Isabel Helen Piczek (November 14, 1927 – September 29, 2016) was a Hungarian born ecclesiastical artist perhaps best known for her study of the Shroud of Turin, and who lived in Los Angeles. Her sister, Edith Piczek [died 2012], was also a noted religious artist.

Piczek, and her sister Edith, were born in Hungary, where her father Zoltán Piczek (born 1897) was a noted artist and art professor, and graduated from the Academy of Fine Arts in Budapest. After World War II, the sisters fled to Rome during the Communist dictatorship in Hungary to pursue their work in sacred art. There, whilst still only teenagers, they won a 1949 competition to paint a mural at Rome’s Pontifical Biblical Institute.

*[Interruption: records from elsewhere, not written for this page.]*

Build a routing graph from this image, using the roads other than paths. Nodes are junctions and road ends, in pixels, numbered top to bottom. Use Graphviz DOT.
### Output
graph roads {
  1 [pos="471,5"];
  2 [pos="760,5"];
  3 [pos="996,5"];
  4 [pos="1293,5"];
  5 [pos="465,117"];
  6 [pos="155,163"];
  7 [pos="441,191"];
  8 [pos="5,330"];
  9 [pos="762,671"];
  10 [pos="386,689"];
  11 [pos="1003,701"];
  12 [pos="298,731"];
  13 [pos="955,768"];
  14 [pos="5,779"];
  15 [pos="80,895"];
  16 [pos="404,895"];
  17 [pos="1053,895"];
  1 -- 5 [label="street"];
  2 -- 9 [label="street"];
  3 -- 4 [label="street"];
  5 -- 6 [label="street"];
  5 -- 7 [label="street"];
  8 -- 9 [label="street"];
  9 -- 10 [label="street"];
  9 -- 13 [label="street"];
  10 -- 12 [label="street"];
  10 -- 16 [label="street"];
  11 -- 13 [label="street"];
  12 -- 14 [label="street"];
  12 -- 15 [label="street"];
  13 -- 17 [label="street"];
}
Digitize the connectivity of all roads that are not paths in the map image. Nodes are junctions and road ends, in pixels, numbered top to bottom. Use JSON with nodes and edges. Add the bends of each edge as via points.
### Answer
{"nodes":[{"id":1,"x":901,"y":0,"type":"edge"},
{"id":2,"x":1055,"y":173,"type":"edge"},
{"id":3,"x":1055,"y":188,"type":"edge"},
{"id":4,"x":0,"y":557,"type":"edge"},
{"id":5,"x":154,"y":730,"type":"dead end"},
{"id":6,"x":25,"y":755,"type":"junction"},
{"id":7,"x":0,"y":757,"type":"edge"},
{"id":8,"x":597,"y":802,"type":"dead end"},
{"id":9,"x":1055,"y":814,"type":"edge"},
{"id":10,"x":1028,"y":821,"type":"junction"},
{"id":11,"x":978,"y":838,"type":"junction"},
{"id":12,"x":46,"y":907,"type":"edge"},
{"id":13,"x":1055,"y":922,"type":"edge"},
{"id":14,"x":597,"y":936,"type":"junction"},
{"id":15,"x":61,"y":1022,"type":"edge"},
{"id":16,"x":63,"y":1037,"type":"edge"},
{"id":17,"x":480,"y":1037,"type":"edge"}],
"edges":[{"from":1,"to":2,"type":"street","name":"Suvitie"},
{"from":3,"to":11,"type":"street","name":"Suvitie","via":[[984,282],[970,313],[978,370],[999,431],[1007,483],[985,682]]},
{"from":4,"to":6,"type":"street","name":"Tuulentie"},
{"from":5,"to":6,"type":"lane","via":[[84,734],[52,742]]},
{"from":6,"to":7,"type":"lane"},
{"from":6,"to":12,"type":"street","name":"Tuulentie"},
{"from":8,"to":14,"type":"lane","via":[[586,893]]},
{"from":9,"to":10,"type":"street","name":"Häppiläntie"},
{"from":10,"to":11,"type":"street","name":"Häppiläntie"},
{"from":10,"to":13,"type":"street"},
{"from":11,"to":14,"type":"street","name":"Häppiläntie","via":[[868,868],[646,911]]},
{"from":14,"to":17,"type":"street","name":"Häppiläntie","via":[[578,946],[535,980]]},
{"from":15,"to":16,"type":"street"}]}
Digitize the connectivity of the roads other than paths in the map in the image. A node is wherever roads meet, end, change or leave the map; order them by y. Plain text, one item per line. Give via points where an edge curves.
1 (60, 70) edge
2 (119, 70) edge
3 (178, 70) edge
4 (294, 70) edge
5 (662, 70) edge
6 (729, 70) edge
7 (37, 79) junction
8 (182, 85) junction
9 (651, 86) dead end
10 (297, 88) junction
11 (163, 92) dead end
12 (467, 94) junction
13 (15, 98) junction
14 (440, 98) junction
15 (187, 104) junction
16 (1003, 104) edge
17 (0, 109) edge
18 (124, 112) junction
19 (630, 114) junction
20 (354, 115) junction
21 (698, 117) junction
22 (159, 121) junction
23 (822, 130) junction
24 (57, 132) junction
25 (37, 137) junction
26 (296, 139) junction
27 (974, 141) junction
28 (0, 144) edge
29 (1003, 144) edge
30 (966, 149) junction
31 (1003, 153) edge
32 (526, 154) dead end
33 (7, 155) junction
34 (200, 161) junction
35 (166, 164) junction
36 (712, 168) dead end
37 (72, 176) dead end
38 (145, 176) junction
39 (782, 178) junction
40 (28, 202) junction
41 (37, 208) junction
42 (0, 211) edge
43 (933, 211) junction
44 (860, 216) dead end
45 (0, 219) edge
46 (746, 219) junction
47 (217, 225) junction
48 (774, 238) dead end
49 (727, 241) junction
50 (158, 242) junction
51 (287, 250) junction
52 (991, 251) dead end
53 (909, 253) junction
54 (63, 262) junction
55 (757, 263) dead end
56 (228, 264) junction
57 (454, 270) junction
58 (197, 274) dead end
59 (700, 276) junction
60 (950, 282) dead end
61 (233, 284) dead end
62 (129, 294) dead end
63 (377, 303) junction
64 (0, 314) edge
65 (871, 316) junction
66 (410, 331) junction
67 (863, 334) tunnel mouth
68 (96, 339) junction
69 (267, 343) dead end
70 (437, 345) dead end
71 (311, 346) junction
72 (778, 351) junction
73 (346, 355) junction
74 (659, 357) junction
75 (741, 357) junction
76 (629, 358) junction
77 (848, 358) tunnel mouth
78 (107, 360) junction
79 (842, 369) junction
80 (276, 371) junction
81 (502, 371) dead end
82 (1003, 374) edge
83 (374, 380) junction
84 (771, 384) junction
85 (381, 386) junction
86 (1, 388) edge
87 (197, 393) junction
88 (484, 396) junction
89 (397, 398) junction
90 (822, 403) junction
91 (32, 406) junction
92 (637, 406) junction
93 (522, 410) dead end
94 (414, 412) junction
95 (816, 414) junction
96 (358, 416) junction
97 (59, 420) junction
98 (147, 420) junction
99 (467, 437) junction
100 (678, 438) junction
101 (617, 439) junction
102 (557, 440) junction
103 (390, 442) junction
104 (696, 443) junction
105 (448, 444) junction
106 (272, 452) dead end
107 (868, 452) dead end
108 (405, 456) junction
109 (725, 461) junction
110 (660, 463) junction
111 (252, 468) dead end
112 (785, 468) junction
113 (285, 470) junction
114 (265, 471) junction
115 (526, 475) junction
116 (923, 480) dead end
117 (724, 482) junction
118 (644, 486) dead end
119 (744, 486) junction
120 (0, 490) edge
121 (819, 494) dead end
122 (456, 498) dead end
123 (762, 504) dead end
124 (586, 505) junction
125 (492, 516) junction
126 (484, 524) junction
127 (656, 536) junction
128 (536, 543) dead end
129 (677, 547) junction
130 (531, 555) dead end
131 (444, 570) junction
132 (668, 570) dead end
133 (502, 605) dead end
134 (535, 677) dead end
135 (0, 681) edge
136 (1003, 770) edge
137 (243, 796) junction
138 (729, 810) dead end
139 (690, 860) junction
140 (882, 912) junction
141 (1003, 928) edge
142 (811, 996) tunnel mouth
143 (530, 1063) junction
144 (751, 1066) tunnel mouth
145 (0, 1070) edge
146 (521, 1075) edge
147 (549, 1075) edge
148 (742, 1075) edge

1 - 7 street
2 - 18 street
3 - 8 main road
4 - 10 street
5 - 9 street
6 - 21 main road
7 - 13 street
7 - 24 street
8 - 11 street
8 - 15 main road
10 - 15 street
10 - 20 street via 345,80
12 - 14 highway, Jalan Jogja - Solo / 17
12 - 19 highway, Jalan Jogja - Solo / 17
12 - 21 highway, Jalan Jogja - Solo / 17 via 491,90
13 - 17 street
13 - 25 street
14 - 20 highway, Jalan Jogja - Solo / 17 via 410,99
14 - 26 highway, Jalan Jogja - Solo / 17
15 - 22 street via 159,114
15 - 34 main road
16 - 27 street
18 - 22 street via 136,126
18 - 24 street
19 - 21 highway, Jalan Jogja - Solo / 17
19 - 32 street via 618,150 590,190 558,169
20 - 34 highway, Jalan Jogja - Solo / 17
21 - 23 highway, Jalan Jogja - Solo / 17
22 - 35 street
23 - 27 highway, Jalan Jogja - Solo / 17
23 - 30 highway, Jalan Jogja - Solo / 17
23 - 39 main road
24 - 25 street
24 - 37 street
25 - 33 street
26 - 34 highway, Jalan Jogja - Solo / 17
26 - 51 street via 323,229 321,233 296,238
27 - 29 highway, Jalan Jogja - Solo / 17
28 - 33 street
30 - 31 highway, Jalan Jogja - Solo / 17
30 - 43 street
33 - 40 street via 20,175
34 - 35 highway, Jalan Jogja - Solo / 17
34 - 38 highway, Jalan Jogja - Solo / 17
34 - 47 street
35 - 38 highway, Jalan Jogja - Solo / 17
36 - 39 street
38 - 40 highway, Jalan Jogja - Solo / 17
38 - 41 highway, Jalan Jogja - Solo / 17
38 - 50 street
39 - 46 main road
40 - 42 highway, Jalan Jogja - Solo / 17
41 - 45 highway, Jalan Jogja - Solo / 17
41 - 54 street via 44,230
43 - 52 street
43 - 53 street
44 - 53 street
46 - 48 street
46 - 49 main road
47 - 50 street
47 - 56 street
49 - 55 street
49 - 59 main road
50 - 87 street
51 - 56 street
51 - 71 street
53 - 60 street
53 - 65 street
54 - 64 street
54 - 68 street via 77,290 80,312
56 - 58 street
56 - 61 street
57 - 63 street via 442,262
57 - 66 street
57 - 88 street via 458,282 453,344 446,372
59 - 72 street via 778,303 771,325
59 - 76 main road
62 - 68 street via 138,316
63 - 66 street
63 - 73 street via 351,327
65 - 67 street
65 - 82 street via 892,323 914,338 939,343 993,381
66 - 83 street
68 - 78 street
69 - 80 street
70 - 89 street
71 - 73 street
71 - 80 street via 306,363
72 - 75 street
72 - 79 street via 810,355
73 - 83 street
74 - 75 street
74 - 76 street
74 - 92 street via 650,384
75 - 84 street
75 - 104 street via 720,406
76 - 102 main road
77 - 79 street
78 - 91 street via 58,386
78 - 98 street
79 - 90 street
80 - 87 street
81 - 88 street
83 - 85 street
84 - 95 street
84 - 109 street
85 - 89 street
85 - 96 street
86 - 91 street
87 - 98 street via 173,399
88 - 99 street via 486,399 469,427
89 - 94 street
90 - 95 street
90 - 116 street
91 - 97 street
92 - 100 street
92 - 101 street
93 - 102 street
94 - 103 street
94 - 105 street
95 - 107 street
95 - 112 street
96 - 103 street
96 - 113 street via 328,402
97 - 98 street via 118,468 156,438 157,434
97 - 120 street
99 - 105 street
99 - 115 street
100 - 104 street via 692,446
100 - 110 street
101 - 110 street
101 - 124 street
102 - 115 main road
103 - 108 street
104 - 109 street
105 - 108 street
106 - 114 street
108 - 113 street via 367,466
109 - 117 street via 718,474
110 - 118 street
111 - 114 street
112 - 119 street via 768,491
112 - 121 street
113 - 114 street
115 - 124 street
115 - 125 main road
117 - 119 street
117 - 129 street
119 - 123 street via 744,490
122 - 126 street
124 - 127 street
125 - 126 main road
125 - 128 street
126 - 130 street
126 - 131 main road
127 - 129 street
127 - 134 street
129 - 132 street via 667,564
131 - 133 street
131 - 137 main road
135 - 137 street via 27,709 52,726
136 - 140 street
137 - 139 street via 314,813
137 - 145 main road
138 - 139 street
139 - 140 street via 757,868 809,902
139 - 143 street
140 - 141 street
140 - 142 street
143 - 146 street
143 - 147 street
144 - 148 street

By 1955 they were in Canada and shortly after arrived in Los Angeles to pursue their combined talents. In Las Vegas, Edith designed the 2,000 square-foot mosaic on the façade of Guardian Angel Cathedral that illustrated the roles of the Guardian Angel. Isabel created the Stained glass windows that portray the Stations of the Cross for the same church. The two also collaborated on mosaics and the windows for Holy Family Cathedral in Orange, California and artwork in Saint Thomas Aquinas Cathedral in Reno, Nevada. Isabel created a 300 square foot figurative stained glass entrance for the Basilica of the National Shrine of the Immaculate Conception in Washington, D.C.

In 1992, Piczek was honored by Pope John Paul II in recognition of her prolific artistic achievements, examples of which can be found in nearly 500 different cathedrals, churches and other buildings across the world. Cardinal Roger Mahony, Archbishop of Los Angeles, conferred on Piczek admission into the Order of St. Gregory the Great, and the title Dame of Saint Gregory, whereby she became one of only 70 Knights and Dames throughout the world to hold this honor.